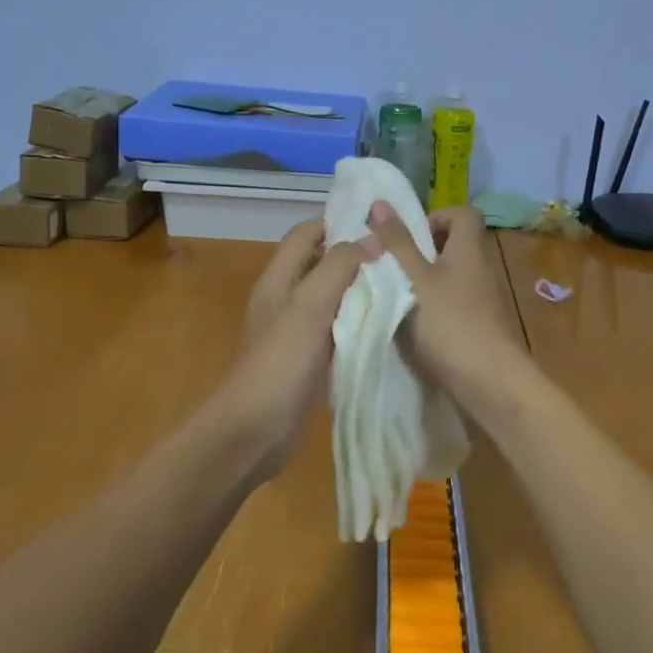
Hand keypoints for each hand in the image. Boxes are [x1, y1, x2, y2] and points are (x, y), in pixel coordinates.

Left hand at [217, 218, 375, 476]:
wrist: (252, 431)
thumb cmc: (280, 361)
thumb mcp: (310, 306)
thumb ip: (339, 267)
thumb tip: (371, 238)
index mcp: (278, 278)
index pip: (307, 233)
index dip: (337, 221)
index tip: (377, 220)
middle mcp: (284, 297)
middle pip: (320, 262)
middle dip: (354, 253)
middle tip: (398, 252)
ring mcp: (294, 330)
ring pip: (330, 295)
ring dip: (358, 287)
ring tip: (400, 282)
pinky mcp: (306, 358)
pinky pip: (335, 327)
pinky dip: (356, 319)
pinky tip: (384, 323)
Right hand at [366, 202, 526, 412]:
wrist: (490, 384)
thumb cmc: (450, 323)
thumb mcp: (414, 279)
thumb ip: (397, 243)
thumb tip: (380, 202)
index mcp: (469, 250)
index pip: (464, 214)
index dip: (436, 217)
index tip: (409, 237)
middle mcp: (480, 270)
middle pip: (454, 246)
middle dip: (421, 253)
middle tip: (393, 268)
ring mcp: (482, 302)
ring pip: (451, 278)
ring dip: (423, 283)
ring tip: (394, 298)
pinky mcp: (479, 329)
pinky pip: (452, 305)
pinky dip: (432, 309)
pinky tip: (410, 328)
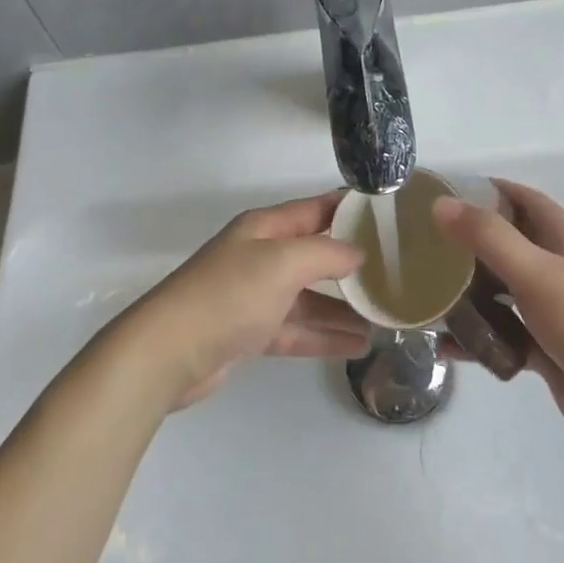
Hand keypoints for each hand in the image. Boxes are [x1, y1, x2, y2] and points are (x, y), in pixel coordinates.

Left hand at [126, 193, 369, 408]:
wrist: (168, 353)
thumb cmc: (229, 295)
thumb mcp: (282, 262)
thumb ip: (325, 254)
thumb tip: (357, 253)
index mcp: (265, 228)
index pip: (315, 210)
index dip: (349, 209)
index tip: (388, 214)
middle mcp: (261, 257)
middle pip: (314, 255)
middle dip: (352, 264)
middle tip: (396, 272)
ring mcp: (255, 297)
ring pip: (309, 298)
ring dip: (343, 307)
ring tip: (384, 318)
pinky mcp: (250, 334)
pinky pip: (297, 330)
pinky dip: (324, 336)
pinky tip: (357, 345)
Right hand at [433, 180, 563, 452]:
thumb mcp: (537, 273)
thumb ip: (489, 238)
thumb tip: (440, 204)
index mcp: (561, 240)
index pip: (523, 200)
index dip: (490, 190)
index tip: (446, 192)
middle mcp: (555, 269)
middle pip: (506, 245)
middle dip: (468, 243)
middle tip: (422, 246)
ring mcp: (549, 311)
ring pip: (500, 292)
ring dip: (467, 292)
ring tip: (424, 293)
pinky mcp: (543, 349)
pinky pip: (501, 336)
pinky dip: (476, 339)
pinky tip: (444, 347)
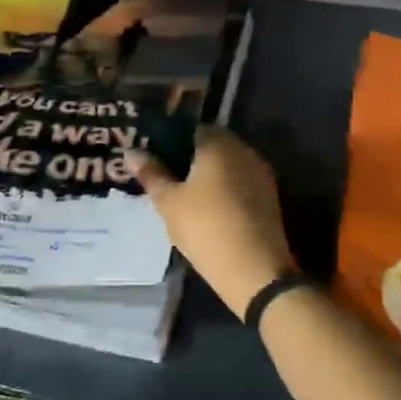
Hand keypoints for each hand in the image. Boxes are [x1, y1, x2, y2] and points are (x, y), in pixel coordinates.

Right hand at [125, 127, 294, 319]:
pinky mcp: (269, 198)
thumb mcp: (169, 202)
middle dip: (189, 159)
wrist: (255, 270)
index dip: (170, 141)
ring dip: (208, 176)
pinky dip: (223, 190)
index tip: (154, 160)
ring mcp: (260, 174)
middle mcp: (244, 151)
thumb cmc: (205, 228)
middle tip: (166, 180)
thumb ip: (151, 173)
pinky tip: (208, 211)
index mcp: (218, 143)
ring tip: (184, 198)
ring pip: (227, 166)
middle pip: (212, 146)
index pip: (191, 129)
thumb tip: (131, 152)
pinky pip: (240, 183)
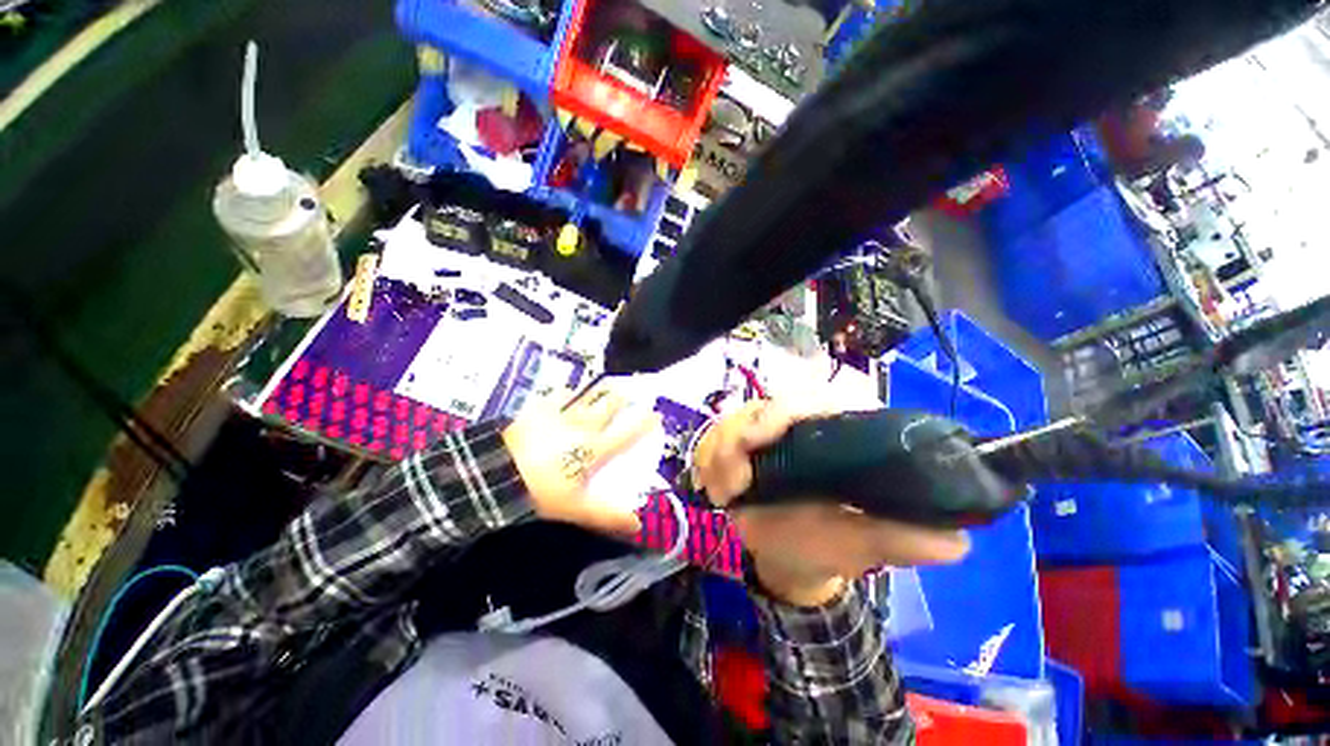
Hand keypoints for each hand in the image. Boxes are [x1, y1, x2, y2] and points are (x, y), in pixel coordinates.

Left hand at [503, 386, 661, 535]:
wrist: (496, 474)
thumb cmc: (540, 493)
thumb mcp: (575, 510)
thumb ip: (607, 516)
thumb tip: (638, 526)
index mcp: (594, 450)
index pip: (626, 434)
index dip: (643, 423)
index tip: (656, 413)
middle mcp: (583, 427)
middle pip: (607, 408)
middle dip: (620, 400)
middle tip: (628, 393)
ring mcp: (561, 415)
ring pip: (586, 397)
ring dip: (599, 392)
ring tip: (607, 385)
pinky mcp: (539, 409)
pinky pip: (558, 394)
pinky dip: (566, 391)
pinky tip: (567, 390)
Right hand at [693, 400, 969, 605]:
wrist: (788, 556)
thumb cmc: (829, 545)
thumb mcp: (866, 545)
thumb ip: (906, 540)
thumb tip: (955, 538)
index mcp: (837, 434)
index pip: (812, 400)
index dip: (782, 410)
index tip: (756, 440)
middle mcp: (800, 425)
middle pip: (762, 405)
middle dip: (738, 437)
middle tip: (732, 483)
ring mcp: (764, 433)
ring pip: (731, 420)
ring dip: (719, 454)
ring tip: (723, 495)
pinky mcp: (737, 445)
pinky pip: (712, 439)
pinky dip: (707, 461)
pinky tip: (714, 489)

___

Output all data exactly, omitting images.

Written reply -
Hand keypoints for each hand in the image. Boxes are [x1, y1, x2, y2] and points are (x, y), in pixel coordinates.

Left hand at [217, 218, 375, 476]:
wrist: (252, 431)
thumb cmc: (280, 361)
thumb mcp: (310, 306)
thumb ip: (339, 267)
thumb tip: (371, 238)
index mcp: (278, 278)
index pip: (307, 233)
index dip: (337, 221)
index tip: (377, 220)
middle mcp: (284, 297)
middle pip: (320, 262)
middle dip: (354, 253)
middle tip: (398, 252)
ring mcp: (294, 330)
ring pip: (330, 295)
ring dip: (358, 287)
ring tip: (400, 282)
pinky mcp: (306, 358)
pinky pip: (335, 327)
pinky dip: (356, 319)
pinky tip: (384, 323)
Right hand at [366, 202, 526, 412]:
wrist: (490, 384)
thumb cmc: (450, 323)
thumb mcp: (414, 279)
thumb ip: (397, 243)
thumb tip: (380, 202)
index mcp: (469, 250)
index pip: (464, 214)
index dip: (436, 217)
index tip: (409, 237)
middle mcp: (480, 270)
middle pip: (454, 246)
middle dip: (421, 253)
middle tip: (393, 268)
ring mcp: (482, 302)
ring pip: (451, 278)
ring dip: (423, 283)
ring tip: (394, 298)
pinky mcp: (479, 329)
pinky pip: (452, 305)
pinky dip: (432, 309)
pinky tip: (410, 328)
Hand keypoints for each hand in the image. Boxes are [x1, y1, x2, y2] and points are (x, y), in pixel coordinates.

Left hand at [126, 193, 369, 408]:
wrist: (168, 353)
thumb cmc: (229, 295)
thumb mcp: (282, 262)
thumb ip: (325, 254)
thumb tip: (357, 253)
index mcp: (265, 228)
index pip: (315, 210)
index dip: (349, 209)
index tip: (388, 214)
middle mcp: (261, 257)
middle pip: (314, 255)
middle dip: (352, 264)
middle tip: (396, 272)
ring mcp: (255, 297)
ring pip: (309, 298)
ring dip: (343, 307)
ring tip: (384, 318)
pinky mcp: (250, 334)
pinky pip: (297, 330)
pinky dip: (324, 336)
pinky tip: (357, 345)
Right hand at [433, 180, 563, 452]:
thumb mcp: (537, 273)
thumb ip: (489, 238)
thumb tip: (440, 204)
index mcp: (561, 240)
index pip: (523, 200)
index dip: (490, 190)
index tip: (446, 192)
middle mcp: (555, 269)
middle pip: (506, 245)
middle dip: (468, 243)
middle tip: (422, 246)
ring mcp: (549, 311)
ring pip: (500, 292)
ring dip: (467, 292)
ring tip: (424, 293)
pinky mcp: (543, 349)
pinky pip: (501, 336)
pinky dip: (476, 339)
pinky tip: (444, 347)
Hand keypoints for each hand in the image. Boxes are [x1, y1, x2, y2] and points are (x, y), in pixel coordinates.

Right hand at [125, 127, 294, 319]:
pinky mcp: (269, 198)
thumb mcp: (169, 202)
middle dip: (189, 159)
wrist: (255, 270)
index dip: (170, 141)
ring dip: (208, 176)
pinky dip: (223, 190)
index tip: (154, 160)
ring mcp: (260, 174)
middle mcp: (244, 151)
thumb cmc: (205, 228)
middle tip: (166, 180)
thumb ip: (151, 173)
pinky tip: (208, 211)
index mcp: (218, 143)
ring tip: (184, 198)
ring pip: (227, 166)
middle pip: (212, 146)
index pip: (191, 129)
thumb tip: (131, 152)
pinky pip: (240, 183)
Hand keypoints for each hand in the image. Boxes are [x1, y1, x2, y2] and points are (x, y), in pixel coordinates.

Left hand at [503, 386, 661, 535]:
wrist: (496, 474)
thumb cmc: (540, 493)
thumb mcp: (575, 510)
thumb ip: (607, 516)
thumb tip: (638, 526)
index mcp: (594, 450)
index pip: (626, 434)
index dip: (643, 423)
index tip: (656, 413)
middle mcp: (583, 427)
middle pip: (607, 408)
middle dip: (620, 400)
middle tip: (628, 393)
ring mcp: (561, 415)
ring pip: (586, 397)
ring dip: (599, 392)
ring tip: (607, 385)
pinky mcp: (539, 409)
pinky pip: (558, 394)
pinky dip: (566, 391)
pinky tip: (567, 390)
Right hand at [693, 400, 969, 605]:
wrist: (788, 556)
thumb cmc: (829, 545)
thumb mcp: (866, 545)
thumb ip: (906, 540)
thumb tip: (955, 538)
index mcp: (837, 434)
index pip: (812, 400)
index dip: (782, 410)
index tip: (756, 440)
middle mcp: (800, 425)
middle pip: (762, 405)
middle dip: (738, 437)
middle tip: (732, 483)
ring mcp: (764, 433)
ring pip: (731, 420)
ring dip: (719, 454)
ring tip: (723, 495)
pinky mcp: (737, 445)
pinky pip: (712, 439)
pinky dip: (707, 461)
pinky tip: (714, 489)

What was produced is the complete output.